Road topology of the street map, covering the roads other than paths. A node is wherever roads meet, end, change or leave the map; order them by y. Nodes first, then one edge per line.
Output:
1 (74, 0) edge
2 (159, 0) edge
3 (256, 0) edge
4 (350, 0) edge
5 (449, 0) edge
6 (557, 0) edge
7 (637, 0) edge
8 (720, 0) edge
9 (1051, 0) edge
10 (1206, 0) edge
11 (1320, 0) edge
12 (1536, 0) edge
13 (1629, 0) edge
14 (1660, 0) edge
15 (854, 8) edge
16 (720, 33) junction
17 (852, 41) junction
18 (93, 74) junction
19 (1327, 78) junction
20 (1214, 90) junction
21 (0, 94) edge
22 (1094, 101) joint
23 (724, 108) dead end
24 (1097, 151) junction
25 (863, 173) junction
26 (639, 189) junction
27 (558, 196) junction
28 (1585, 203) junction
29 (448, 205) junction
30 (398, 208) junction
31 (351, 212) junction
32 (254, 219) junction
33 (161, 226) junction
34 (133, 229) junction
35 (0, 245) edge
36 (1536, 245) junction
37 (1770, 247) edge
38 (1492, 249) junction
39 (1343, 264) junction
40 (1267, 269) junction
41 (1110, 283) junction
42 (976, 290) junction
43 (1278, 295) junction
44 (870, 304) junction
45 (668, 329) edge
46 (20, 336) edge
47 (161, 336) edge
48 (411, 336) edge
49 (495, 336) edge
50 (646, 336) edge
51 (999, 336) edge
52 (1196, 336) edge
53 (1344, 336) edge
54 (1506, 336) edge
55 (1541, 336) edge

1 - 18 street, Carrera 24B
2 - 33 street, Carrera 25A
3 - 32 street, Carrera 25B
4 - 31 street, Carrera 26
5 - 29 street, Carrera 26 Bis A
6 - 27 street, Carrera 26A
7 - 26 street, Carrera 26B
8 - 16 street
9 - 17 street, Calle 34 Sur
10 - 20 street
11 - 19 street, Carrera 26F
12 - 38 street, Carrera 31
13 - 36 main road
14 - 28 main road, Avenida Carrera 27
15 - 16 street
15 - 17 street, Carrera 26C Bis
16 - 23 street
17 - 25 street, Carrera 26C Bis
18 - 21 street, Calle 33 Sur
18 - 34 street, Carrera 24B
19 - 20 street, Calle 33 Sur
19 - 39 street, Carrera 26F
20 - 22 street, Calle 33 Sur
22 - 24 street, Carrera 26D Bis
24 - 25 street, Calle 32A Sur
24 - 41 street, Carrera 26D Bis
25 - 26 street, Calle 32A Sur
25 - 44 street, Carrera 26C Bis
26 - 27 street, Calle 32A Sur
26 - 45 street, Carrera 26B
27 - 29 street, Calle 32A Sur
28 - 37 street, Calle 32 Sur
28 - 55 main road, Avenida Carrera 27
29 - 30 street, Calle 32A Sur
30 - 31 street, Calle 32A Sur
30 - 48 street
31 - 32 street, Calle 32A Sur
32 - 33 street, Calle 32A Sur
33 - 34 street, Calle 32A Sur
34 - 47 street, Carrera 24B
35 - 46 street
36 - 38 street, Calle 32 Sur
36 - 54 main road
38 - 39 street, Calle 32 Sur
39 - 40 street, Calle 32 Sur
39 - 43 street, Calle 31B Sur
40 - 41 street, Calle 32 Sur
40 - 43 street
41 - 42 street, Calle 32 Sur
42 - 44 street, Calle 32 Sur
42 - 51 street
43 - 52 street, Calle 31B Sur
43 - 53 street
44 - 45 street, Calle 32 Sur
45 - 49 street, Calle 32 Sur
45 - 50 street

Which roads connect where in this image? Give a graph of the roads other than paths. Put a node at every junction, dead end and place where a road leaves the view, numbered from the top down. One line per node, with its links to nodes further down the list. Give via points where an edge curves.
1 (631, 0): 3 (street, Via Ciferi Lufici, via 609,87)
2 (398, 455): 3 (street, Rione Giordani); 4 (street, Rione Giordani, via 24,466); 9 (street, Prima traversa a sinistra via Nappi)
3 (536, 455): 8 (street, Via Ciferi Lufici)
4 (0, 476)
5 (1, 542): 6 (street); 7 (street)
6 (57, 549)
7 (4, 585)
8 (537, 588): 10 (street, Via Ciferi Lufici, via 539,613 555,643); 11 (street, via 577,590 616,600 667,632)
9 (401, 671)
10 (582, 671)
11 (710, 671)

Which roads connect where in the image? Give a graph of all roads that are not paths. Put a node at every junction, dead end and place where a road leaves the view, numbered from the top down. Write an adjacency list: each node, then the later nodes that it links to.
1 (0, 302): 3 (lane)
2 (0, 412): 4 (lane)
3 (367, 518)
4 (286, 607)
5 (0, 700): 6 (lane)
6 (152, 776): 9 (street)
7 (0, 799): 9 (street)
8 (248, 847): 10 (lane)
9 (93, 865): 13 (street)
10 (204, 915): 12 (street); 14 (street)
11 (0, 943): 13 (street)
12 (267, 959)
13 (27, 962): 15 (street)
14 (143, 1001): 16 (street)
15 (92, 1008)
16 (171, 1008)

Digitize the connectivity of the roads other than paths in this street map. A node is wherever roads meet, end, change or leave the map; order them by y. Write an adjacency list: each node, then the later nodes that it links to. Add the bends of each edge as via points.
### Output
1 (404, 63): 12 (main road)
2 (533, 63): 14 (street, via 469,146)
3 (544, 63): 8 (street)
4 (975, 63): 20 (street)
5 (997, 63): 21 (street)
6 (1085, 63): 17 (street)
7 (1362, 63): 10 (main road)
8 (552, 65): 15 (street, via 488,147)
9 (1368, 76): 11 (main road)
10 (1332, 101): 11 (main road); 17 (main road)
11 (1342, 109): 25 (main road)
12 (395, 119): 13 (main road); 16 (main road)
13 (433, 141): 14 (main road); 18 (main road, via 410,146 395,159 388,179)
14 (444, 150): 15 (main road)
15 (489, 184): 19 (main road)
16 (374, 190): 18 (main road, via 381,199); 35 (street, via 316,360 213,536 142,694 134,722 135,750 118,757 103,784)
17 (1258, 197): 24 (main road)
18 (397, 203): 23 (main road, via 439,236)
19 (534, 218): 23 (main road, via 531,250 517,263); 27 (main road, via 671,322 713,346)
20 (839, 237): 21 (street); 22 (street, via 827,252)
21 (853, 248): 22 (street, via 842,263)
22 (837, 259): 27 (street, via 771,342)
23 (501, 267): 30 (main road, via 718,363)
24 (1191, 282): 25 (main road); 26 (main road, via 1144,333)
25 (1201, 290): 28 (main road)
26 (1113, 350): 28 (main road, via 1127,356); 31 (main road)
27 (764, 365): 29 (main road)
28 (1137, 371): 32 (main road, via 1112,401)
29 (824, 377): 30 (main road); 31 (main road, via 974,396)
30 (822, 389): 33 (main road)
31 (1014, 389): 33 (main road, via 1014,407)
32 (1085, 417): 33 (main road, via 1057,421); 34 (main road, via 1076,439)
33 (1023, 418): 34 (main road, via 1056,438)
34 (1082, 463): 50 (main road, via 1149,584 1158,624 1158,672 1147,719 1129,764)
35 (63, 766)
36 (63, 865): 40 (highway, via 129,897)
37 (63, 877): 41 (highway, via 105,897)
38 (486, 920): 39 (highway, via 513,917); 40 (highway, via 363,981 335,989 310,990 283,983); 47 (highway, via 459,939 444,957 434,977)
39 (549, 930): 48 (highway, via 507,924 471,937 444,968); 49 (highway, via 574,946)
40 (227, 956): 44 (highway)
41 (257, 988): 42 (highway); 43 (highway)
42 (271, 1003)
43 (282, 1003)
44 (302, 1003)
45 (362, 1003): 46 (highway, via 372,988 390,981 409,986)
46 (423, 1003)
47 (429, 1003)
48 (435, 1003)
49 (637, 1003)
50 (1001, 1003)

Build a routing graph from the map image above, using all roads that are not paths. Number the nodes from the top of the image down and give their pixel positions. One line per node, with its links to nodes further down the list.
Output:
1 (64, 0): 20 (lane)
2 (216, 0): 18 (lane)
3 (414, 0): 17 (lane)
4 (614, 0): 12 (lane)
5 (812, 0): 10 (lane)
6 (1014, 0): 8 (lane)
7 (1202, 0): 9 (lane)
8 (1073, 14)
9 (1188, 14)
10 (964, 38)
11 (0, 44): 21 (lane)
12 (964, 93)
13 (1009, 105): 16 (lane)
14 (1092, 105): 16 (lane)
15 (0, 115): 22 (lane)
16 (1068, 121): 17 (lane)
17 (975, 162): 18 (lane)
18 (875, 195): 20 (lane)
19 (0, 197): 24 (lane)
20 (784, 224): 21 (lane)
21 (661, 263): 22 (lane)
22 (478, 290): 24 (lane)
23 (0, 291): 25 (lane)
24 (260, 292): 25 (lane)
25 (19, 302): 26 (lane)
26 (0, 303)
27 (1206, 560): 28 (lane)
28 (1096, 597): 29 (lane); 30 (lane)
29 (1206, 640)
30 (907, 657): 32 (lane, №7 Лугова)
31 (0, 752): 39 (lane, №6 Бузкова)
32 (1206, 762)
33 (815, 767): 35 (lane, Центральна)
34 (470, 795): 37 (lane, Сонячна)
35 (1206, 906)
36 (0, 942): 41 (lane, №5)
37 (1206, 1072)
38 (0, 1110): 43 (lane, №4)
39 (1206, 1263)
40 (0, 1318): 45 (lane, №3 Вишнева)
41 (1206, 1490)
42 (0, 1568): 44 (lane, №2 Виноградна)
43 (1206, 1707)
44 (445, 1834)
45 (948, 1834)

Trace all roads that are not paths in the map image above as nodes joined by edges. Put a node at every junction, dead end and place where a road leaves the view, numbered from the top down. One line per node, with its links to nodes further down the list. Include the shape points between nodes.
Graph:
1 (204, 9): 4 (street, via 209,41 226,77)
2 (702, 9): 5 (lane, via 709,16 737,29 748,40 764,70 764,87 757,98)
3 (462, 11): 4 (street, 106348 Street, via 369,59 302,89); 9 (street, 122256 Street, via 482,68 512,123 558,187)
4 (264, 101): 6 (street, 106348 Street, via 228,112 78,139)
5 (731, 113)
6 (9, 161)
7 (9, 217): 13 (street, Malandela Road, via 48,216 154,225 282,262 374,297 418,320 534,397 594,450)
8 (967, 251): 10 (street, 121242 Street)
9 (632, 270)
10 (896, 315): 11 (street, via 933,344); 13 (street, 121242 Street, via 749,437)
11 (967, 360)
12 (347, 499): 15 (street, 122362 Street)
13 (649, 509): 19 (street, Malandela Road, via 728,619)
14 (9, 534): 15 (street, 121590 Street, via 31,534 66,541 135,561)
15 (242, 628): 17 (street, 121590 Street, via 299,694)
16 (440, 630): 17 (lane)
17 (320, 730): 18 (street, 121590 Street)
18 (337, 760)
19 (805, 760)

• **EXERCISE REQUIREMENTS**: Among the entries above, how many lines have the string "Lufici" in them? Only the number should be given.

• **ANSWER AREA**: 3